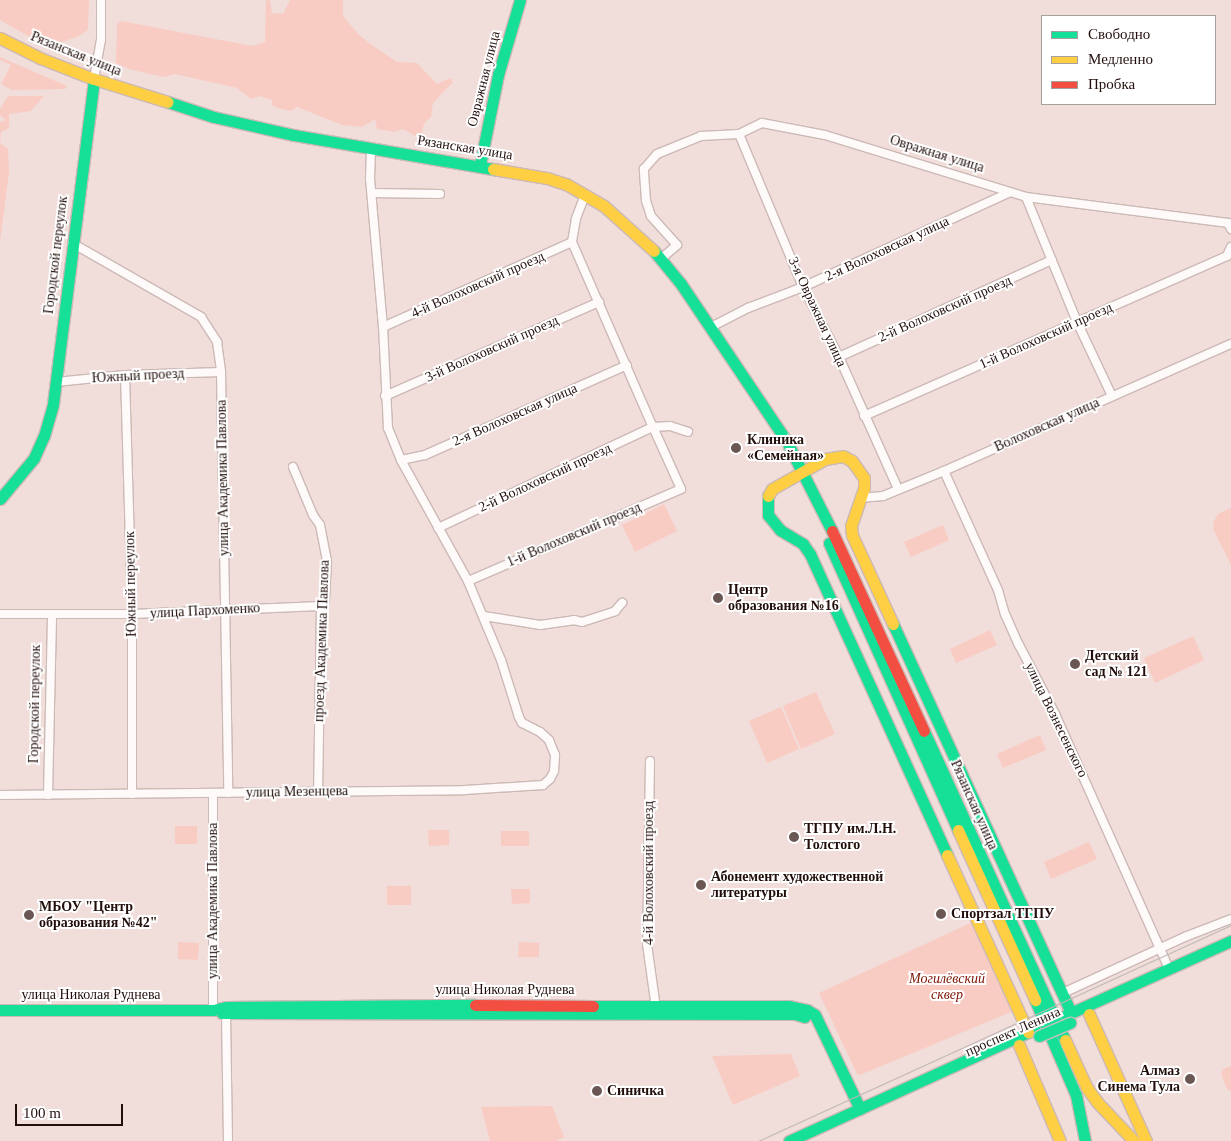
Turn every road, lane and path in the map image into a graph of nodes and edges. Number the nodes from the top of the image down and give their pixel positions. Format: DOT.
graph roads {
  1 [pos="101,0"];
  2 [pos="520,0"];
  3 [pos="0,38"];
  4 [pos="94,79"];
  5 [pos="739,134"];
  6 [pos="371,149"];
  7 [pos="480,165"];
  8 [pos="372,193"];
  9 [pos="1008,193"];
  10 [pos="440,194"];
  11 [pos="585,195"];
  12 [pos="1026,197"];
  13 [pos="1231,229"];
  14 [pos="572,242"];
  15 [pos="72,243"];
  16 [pos="1231,247"];
  17 [pos="662,258"];
  18 [pos="1052,260"];
  19 [pos="803,287"];
  20 [pos="598,302"];
  21 [pos="1077,322"];
  22 [pos="383,327"];
  23 [pos="711,327"];
  24 [pos="1231,344"];
  25 [pos="839,357"];
  26 [pos="627,365"];
  27 [pos="221,372"];
  28 [pos="125,375"];
  29 [pos="56,382"];
  30 [pos="385,396"];
  31 [pos="1112,396"];
  32 [pos="864,416"];
  33 [pos="653,428"];
  34 [pos="688,432"];
  35 [pos="401,460"];
  36 [pos="293,467"];
  37 [pos="802,470"];
  38 [pos="944,471"];
  39 [pos="898,489"];
  40 [pos="0,498"];
  41 [pos="860,498"];
  42 [pos="438,528"];
  43 [pos="852,535"];
  44 [pos="850,568"];
  45 [pos="468,580"];
  46 [pos="622,603"];
  47 [pos="320,606"];
  48 [pos="226,609"];
  49 [pos="0,614"];
  50 [pos="132,614"];
  51 [pos="52,615"];
  52 [pos="484,616"];
  53 [pos="650,761"];
  54 [pos="318,792"];
  55 [pos="213,793"];
  56 [pos="228,793"];
  57 [pos="132,794"];
  58 [pos="0,795"];
  59 [pos="48,795"];
  60 [pos="1231,919"];
  61 [pos="1231,941"];
  62 [pos="1160,949"];
  63 [pos="1231,950"];
  64 [pos="1169,968"];
  65 [pos="1062,993"];
  66 [pos="0,1010"];
  67 [pos="213,1010"];
  68 [pos="656,1010"];
  69 [pos="226,1014"];
  70 [pos="1089,1014"];
  71 [pos="1069,1017"];
  72 [pos="1034,1033"];
  73 [pos="1019,1046"];
  74 [pos="862,1112"];
  75 [pos="228,1141"];
  76 [pos="789,1141"];
  77 [pos="808,1141"];
  78 [pos="1060,1141"];
  79 [pos="1085,1141"];
  80 [pos="1134,1141"];
  81 [pos="1146,1141"];
  1 -- 4 [label="street, Городской переулок"];
  2 -- 7 [label="main road, Овражная улица"];
  3 -- 4 [label="main road, Рязанская улица"];
  4 -- 6 [label="main road, Рязанская улица"];
  4 -- 15 [label="main road, Городской переулок"];
  5 -- 9 [label="street, Овражная улица"];
  5 -- 17 [label="street, Овражная улица"];
  5 -- 19 [label="street, 3-я Овражная улица"];
  6 -- 7 [label="main road, Рязанская улица"];
  6 -- 8 [label="street"];
  7 -- 11 [label="main road, Рязанская улица"];
  8 -- 10 [label="street"];
  8 -- 22 [label="street"];
  9 -- 12 [label="street, Овражная улица"];
  9 -- 19 [label="street, 2-я Волоховская улица"];
  11 -- 14 [label="street"];
  11 -- 17 [label="main road, Рязанская улица"];
  12 -- 13 [label="street, Овражная улица"];
  12 -- 18 [label="street"];
  14 -- 20 [label="street"];
  14 -- 22 [label="street, 4-й Волоховский проезд"];
  15 -- 27 [label="street, улица Академика Павлова"];
  15 -- 29 [label="main road, Городской переулок"];
  16 -- 21 [label="street, 1-й Волоховский проезд"];
  17 -- 23 [label="main road, Рязанская улица"];
  18 -- 21 [label="street"];
  18 -- 25 [label="street, 2-й Волоховский проезд"];
  19 -- 23 [label="street, 2-я Волоховская улица"];
  19 -- 25 [label="street, 3-я Овражная улица"];
  20 -- 26 [label="street"];
  20 -- 30 [label="street, 3-й Волоховский проезд"];
  21 -- 31 [label="street"];
  21 -- 32 [label="street, 1-й Волоховский проезд"];
  22 -- 30 [label="street"];
  23 -- 37 [label="main road, Рязанская улица"];
  24 -- 31 [label="street, Волоховская улица"];
  25 -- 32 [label="street, 3-я Овражная улица"];
  26 -- 33 [label="street"];
  26 -- 35 [label="street, 2-я Волоховская улица"];
  27 -- 28 [label="street, Южный проезд"];
  27 -- 48 [label="street, улица Академика Павлова"];
  28 -- 29 [label="street, Южный проезд"];
  28 -- 50 [label="street, Южный переулок"];
  29 -- 40 [label="main road, Городской переулок"];
  30 -- 35 [label="street"];
  31 -- 38 [label="street, Волоховская улица"];
  32 -- 39 [label="street, 3-я Овражная улица"];
  33 -- 34 [label="street"];
  33 -- 42 [label="street, 2-й Волоховский проезд"];
  33 -- 45 [label="street, 1-й Волоховский проезд"];
  35 -- 42 [label="street"];
  36 -- 47 [label="street, проезд Академика Павлова"];
  37 -- 41 [label="main road"];
  37 -- 44 [label="main road, Рязанская улица"];
  37 -- 72 [label="main road"];
  37 -- 79 [label="main road, Рязанская улица"];
  38 -- 39 [label="street, Волоховская улица"];
  38 -- 62 [label="street, улица Вознесенского"];
  39 -- 41 [label="street, Волоховская улица"];
  41 -- 43 [label="main road"];
  42 -- 45 [label="street"];
  43 -- 44 [label="main road"];
  43 -- 65 [label="main road"];
  44 -- 80 [label="main road, Рязанская улица"];
  45 -- 52 [label="street"];
  46 -- 52 [label="street"];
  47 -- 48 [label="street, улица Пархоменко"];
  47 -- 54 [label="street, проезд Академика Павлова"];
  48 -- 50 [label="street, улица Пархоменко"];
  48 -- 56 [label="street, улица Академика Павлова"];
  49 -- 51 [label="street, улица Пархоменко"];
  50 -- 51 [label="street, улица Пархоменко"];
  50 -- 57 [label="street, Южный переулок"];
  51 -- 59 [label="street, Городской переулок"];
  52 -- 54 [label="street, улица Мезенцева"];
  53 -- 68 [label="street, 4-й Волоховский проезд"];
  54 -- 56 [label="street, улица Мезенцева"];
  55 -- 56 [label="street, улица Мезенцева"];
  55 -- 57 [label="street, улица Мезенцева"];
  55 -- 67 [label="street, улица Академика Павлова"];
  57 -- 59 [label="street, улица Мезенцева"];
  58 -- 59 [label="street, улица Мезенцева"];
  60 -- 62 [label="street"];
  61 -- 64 [label="main road, проспект Ленина"];
  62 -- 64 [label="street, улица Вознесенского"];
  62 -- 65 [label="street"];
  63 -- 70 [label="main road, проспект Ленина"];
  64 -- 71 [label="main road, проспект Ленина"];
  65 -- 71 [label="main road"];
  66 -- 67 [label="main road, улица Николая Руднева"];
  67 -- 68 [label="main road, улица Николая Руднева"];
  67 -- 69 [label="main road, улица Николая Руднева"];
  68 -- 69 [label="main road, улица Николая Руднева"];
  68 -- 74 [label="main road, улица Николая Руднева"];
  69 -- 75 [label="street"];
  70 -- 71 [label="main road, проспект Ленина"];
  70 -- 81 [label="main road"];
  71 -- 72 [label="main road, проспект Ленина, bridge"];
  72 -- 73 [label="main road, проспект Ленина"];
  72 -- 74 [label="main road, проспект Ленина"];
  73 -- 74 [label="main road, проспект Ленина"];
  73 -- 78 [label="main road"];
  74 -- 76 [label="main road, проспект Ленина"];
  74 -- 77 [label="main road, проспект Ленина"];
}
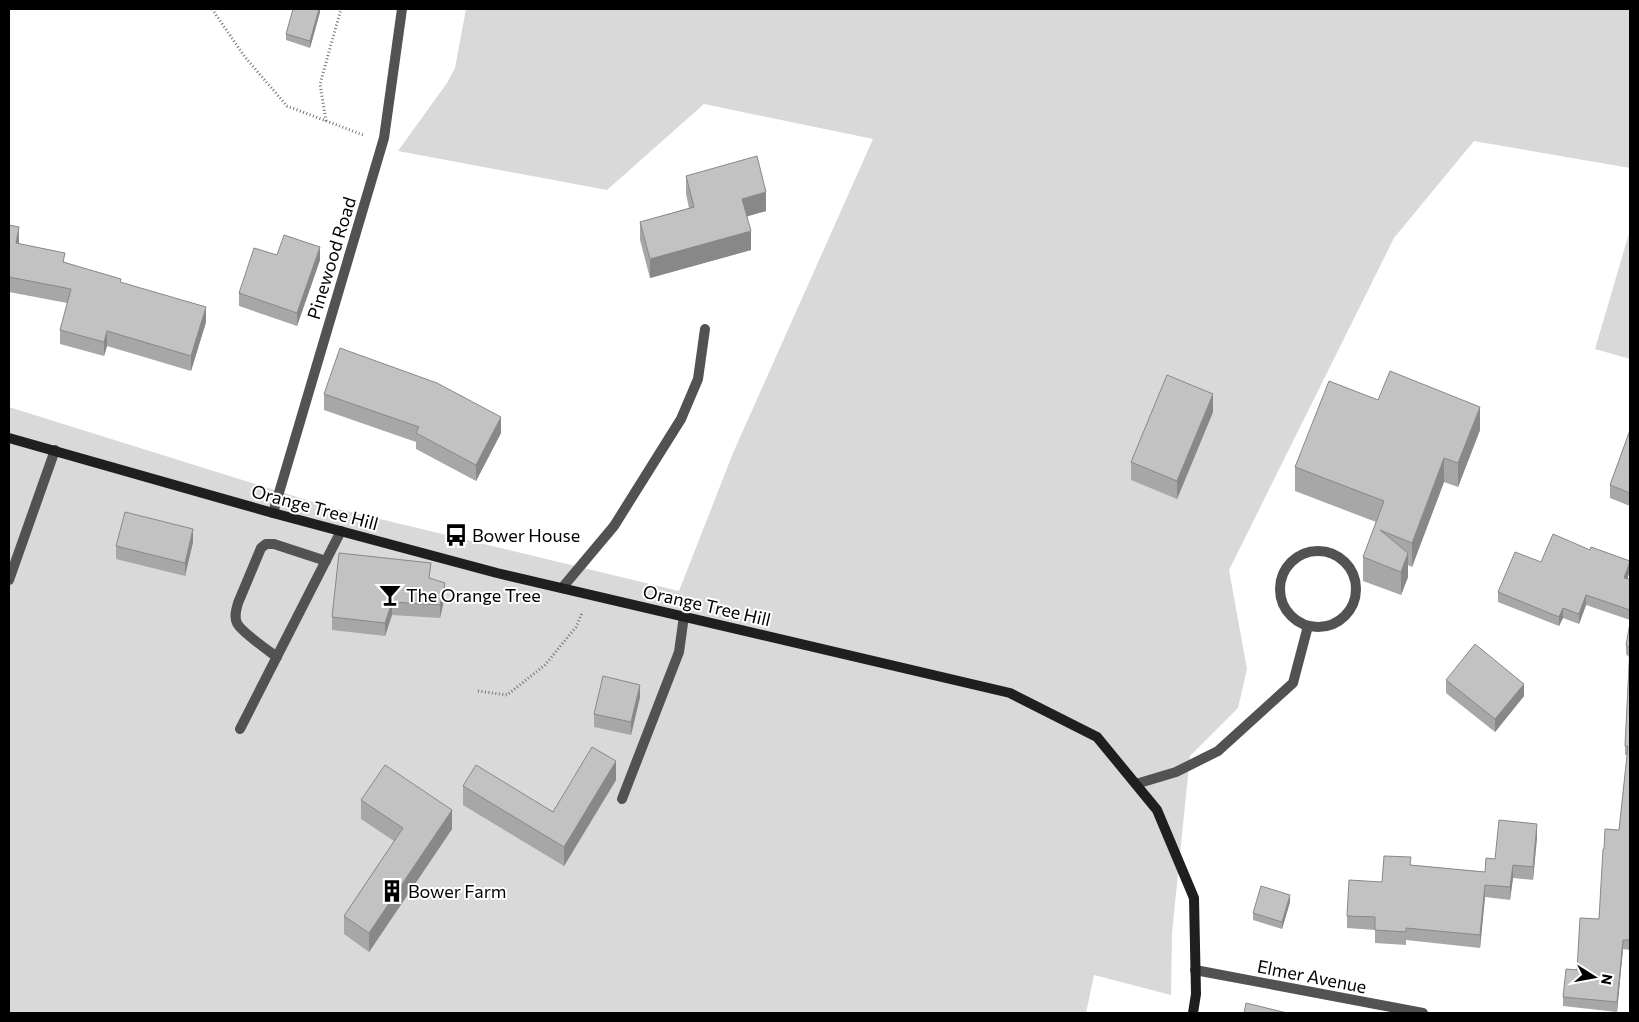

════════════════

▶ **Your assignment**: Lines holding the string "проспект": find them in the listing above and copy each one.

▶ **Exercise output**:
  61 -- 64 [label="main road, проспект Ленина"];
  63 -- 70 [label="main road, проспект Ленина"];
  64 -- 71 [label="main road, проспект Ленина"];
  70 -- 71 [label="main road, проспект Ленина"];
  71 -- 72 [label="main road, проспект Ленина, bridge"];
  72 -- 73 [label="main road, проспект Ленина"];
  72 -- 74 [label="main road, проспект Ленина"];
  73 -- 74 [label="main road, проспект Ленина"];
  74 -- 76 [label="main road, проспект Ленина"];
  74 -- 77 [label="main road, проспект Ленина"];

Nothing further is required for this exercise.